The penalty shot was awarded after Islanders defenseman Calvin de Haan was called for closing his hand on the puck in the crease. Barkov was chosen by Panthers coach Gerard Gallant among the players on the ice during the play.
"I didn't know that they were going to call a penalty shot," Barkov said. "I didn't know the rule, but then Coach said I'll go shoot. I was pretty confident. I wasn't nervous, but sad that it didn't go in."
Greiss said he also wasn't nervous when the penalty shot was awarded at 7:19 of the first overtime.
"I was surprised they called it there," he said. "I always try my same game plan on a penalty shot. I'm lucky I got it."
It was the first overtime penalty shot in the postseason since 1998. All three attempts were unsuccessful.
Washington Capitals forward Joe Juneau was stopped by Pittsburgh Penguins goalie Ken Wregget in 1996, and Andy Moog of the Montreal Canadiens stopped Penguins forward Aleksey Morozov in 1998. Panthers forward Jaromir Jagr, the oldest player in the NHL at 44, played in all three games.

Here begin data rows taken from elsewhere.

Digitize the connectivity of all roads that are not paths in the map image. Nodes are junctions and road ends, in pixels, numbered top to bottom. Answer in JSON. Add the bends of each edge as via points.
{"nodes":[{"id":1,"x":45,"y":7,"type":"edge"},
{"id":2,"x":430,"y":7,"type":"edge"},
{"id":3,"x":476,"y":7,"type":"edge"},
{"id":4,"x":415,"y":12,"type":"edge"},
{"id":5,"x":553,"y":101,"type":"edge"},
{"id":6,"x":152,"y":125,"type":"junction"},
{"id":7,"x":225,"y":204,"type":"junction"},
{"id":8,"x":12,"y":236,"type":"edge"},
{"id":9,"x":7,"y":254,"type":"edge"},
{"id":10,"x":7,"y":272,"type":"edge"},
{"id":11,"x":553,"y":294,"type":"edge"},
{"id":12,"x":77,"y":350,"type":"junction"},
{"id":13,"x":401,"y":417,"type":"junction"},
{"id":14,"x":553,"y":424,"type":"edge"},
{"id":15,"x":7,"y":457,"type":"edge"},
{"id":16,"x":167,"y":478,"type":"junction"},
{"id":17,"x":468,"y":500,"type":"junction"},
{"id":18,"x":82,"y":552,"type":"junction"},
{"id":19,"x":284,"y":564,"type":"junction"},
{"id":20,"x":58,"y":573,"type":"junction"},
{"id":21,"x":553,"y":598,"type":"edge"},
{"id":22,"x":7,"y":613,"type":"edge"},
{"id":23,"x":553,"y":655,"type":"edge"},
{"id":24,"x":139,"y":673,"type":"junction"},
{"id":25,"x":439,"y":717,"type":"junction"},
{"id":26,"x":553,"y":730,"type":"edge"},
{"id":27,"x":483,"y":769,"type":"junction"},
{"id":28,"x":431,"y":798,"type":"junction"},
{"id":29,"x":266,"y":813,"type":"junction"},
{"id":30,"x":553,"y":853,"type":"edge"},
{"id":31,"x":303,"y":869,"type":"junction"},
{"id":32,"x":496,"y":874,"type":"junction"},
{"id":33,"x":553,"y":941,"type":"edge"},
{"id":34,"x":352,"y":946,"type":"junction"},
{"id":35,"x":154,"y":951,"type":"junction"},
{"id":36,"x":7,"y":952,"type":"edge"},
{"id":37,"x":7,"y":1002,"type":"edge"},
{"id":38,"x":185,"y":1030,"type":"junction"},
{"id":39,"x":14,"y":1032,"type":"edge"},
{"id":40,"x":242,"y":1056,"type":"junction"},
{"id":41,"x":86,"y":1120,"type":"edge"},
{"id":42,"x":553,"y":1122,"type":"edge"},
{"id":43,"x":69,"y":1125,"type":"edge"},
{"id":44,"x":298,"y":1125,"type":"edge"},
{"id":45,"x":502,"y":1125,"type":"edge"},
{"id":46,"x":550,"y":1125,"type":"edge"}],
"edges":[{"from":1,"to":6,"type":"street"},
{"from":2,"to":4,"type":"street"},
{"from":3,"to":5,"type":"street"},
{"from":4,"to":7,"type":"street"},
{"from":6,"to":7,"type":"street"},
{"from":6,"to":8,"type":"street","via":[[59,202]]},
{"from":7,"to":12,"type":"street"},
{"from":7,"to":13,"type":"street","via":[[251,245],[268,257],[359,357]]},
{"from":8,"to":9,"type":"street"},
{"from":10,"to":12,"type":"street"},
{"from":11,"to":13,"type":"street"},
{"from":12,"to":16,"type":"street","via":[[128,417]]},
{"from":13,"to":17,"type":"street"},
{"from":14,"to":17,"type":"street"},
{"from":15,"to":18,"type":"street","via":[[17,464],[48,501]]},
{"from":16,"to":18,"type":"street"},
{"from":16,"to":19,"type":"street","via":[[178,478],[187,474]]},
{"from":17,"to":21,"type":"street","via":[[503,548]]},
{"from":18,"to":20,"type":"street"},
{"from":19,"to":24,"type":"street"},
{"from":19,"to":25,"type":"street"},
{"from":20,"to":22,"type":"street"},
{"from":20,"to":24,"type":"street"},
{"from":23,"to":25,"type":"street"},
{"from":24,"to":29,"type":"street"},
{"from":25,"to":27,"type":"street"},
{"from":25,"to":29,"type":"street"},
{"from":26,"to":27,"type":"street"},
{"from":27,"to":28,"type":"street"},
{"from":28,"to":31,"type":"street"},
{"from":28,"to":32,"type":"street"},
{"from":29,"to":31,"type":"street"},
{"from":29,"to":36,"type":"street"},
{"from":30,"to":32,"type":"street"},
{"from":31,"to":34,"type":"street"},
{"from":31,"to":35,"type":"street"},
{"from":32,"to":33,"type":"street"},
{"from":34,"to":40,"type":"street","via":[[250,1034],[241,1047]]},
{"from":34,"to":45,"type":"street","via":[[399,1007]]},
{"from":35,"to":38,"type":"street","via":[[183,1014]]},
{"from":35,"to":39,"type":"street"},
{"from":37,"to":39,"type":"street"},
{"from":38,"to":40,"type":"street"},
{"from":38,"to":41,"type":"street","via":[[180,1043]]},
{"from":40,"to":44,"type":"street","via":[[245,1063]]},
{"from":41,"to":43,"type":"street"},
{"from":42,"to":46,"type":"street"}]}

De Haan said he didn't think he had violated any rules.
"I'm pretty sure the rule is you've got to cover the puck in the crease in order for the other team to get a penalty shot," de Hann said. "I technically didn't cover it. It's not like I can bounce the puck like a soccer ball off the chest. I can't control it off my chest. I'm trying to play it when there's five guys trying to score.
"It's just a reactionary thing. Thomas bailed me out for sure."
Barkov scored on a variety of moves in the shootout during the regular season, and the Panthers were confident he would deliver again.
"It's a tough situation," Florida defenseman Brian Campbell said. "It's a lot of pressure on him. But that's the guy you want going. His record is pretty good. He had to pick somebody on the ice. I think he's the right guy to pick obviously. It's just a tough break .
"I don't know what the read was and everything, but it's a tough bounce for us."